**Provided material**
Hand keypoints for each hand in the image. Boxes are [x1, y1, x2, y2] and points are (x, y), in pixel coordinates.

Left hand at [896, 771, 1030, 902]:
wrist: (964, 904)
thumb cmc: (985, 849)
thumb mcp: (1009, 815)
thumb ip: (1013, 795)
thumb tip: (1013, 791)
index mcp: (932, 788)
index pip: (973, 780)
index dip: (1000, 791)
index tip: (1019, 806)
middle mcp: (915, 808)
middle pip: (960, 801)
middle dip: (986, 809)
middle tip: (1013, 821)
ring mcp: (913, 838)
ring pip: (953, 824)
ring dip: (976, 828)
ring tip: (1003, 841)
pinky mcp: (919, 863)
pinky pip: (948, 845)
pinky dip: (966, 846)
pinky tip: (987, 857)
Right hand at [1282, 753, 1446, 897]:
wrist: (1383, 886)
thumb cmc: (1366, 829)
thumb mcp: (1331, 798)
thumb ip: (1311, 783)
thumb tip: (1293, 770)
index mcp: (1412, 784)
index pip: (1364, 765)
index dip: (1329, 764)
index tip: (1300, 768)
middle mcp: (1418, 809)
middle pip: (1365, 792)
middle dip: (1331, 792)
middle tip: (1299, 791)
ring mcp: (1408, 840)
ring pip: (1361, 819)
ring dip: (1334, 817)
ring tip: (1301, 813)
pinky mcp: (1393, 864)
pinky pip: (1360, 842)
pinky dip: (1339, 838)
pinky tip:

**Exercise goal**
Check each line of the material for the word "thumb". Copy the ones that have it.

**Problem solution**
thumb cmc: (985, 849)
thumb mcp: (1009, 815)
thumb ip: (1013, 795)
thumb tip: (1013, 791)
thumb cmc: (1366, 829)
thumb mcp: (1331, 798)
thumb ip: (1311, 783)
thumb tip: (1293, 770)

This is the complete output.